Moisture and test weights
Another piece of good news for producers regarding the 2020 corn harvest has been the harvest moisture of the corn coming out of the field. Most of the corn being harvested this fall has been under 20 percent moisture, which has resulted in a reduced amount of additional drying is required before the corn is placed in on-farm bins for storage. Corn should be dried to about 15-16 percent moisture before going into the grain bin for safe storage until next spring or summer. In fact, some corn has been harvested at that level or lower and has been able to be placed in grain bins without additional drying. In 2019, much of the corn was harvested at moisture contents of 24-30 percent, resulting in very high drying costs along with the poor yields in 2019.
The test weight of the corn being harvested has also been a pleasant surprise this year, with most corn having a test weight of 56-59 pounds per bushel. The standard test weight when selling corn to market is 56 pounds per bushel. In 2019, much of the corn was harvested at a test weight of 50-54 pounds per bushel. Except for areas that were impacted by severe storms in the summer months, such as the derecho storm in central Iowa, the stalk strength of the corn has been fairly good this Fall. Harvest conditions in Iowa and surrounding states that were impacted by the mid-August derecho storm have been very difficult with very poor yields.
Tillage and fertilizer
Fall tillage and manure applications have been occurring as soon as harvest is completed; however, those operations could be more challenging in many locations going forward, following the wet snowfall and saturated topsoil conditions. This type of soil situation can make it difficult for quality tillage and may require leaving portions of fields without fall tillage or manure applications.
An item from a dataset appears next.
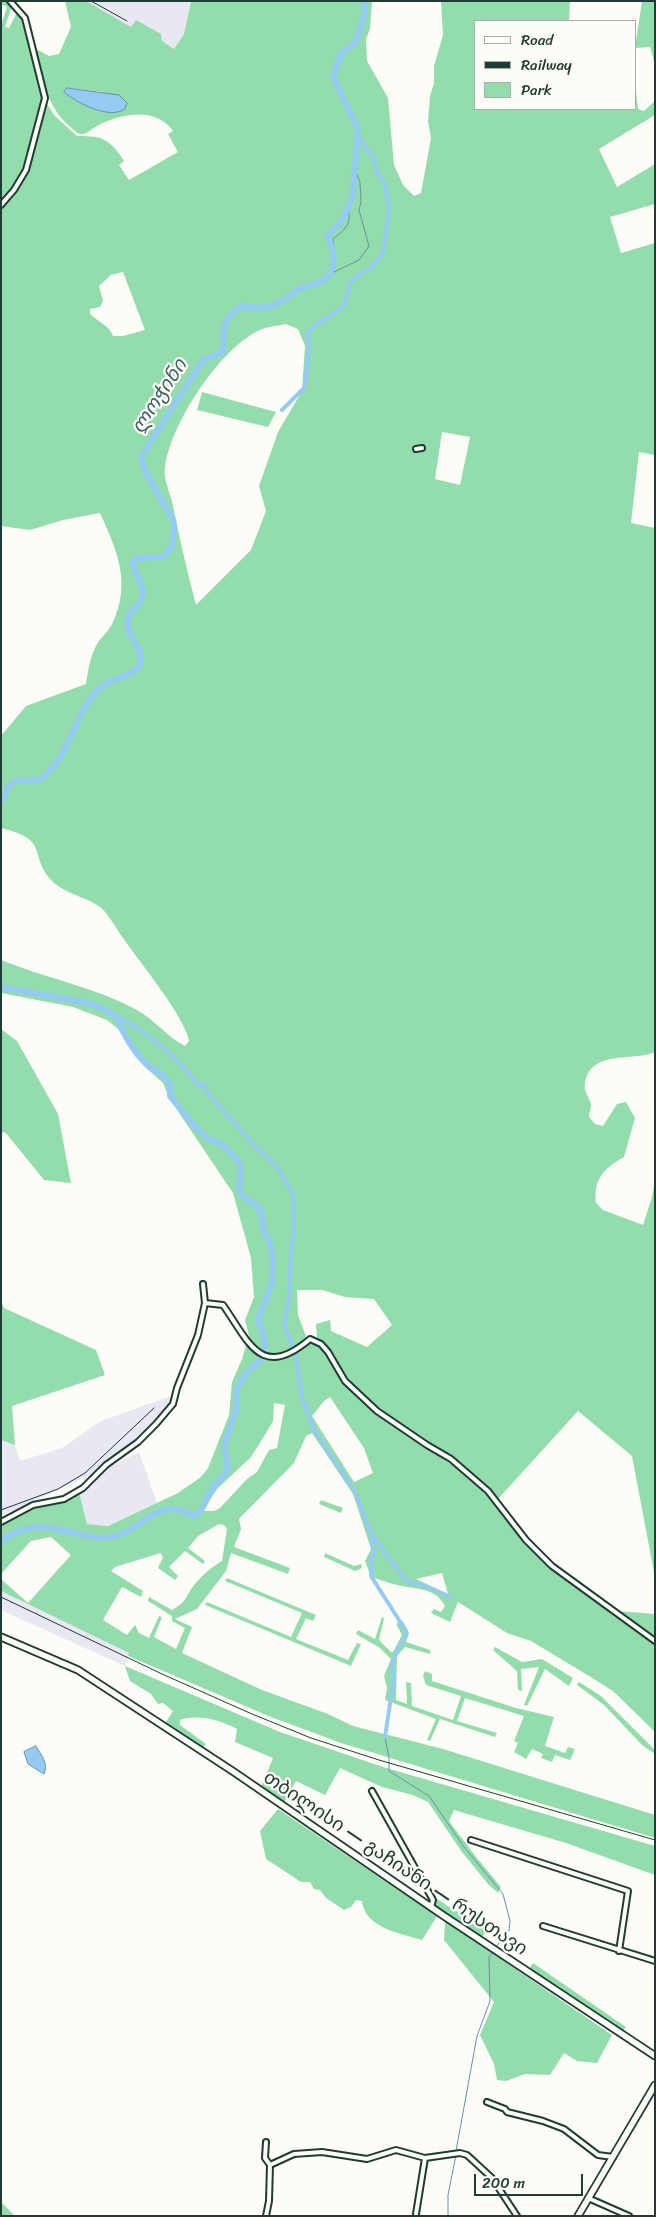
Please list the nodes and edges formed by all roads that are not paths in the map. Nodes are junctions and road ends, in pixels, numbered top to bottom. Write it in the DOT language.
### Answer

Producers in some areas of the region typically apply nitrogen fertilizer for the corn crop that will be raised in the following year, once the current year’s harvest is completed. It is recommended to wait until soil temperatures are 50 degrees F or lower to apply nitrogen in the fall in order to avoid significant losses; however, this should not be a concern this fall. Farm operators are reminded to follow the new statewide restrictions for fall nitrogen fertilizer application in their area of Minnesota and for the soil types on their farms. These restrictions are being enacted in 2020 as part of the Minnesota Groundwater Protection Rule. The nitrogen application restrictions are available on the MN Department of Ag website.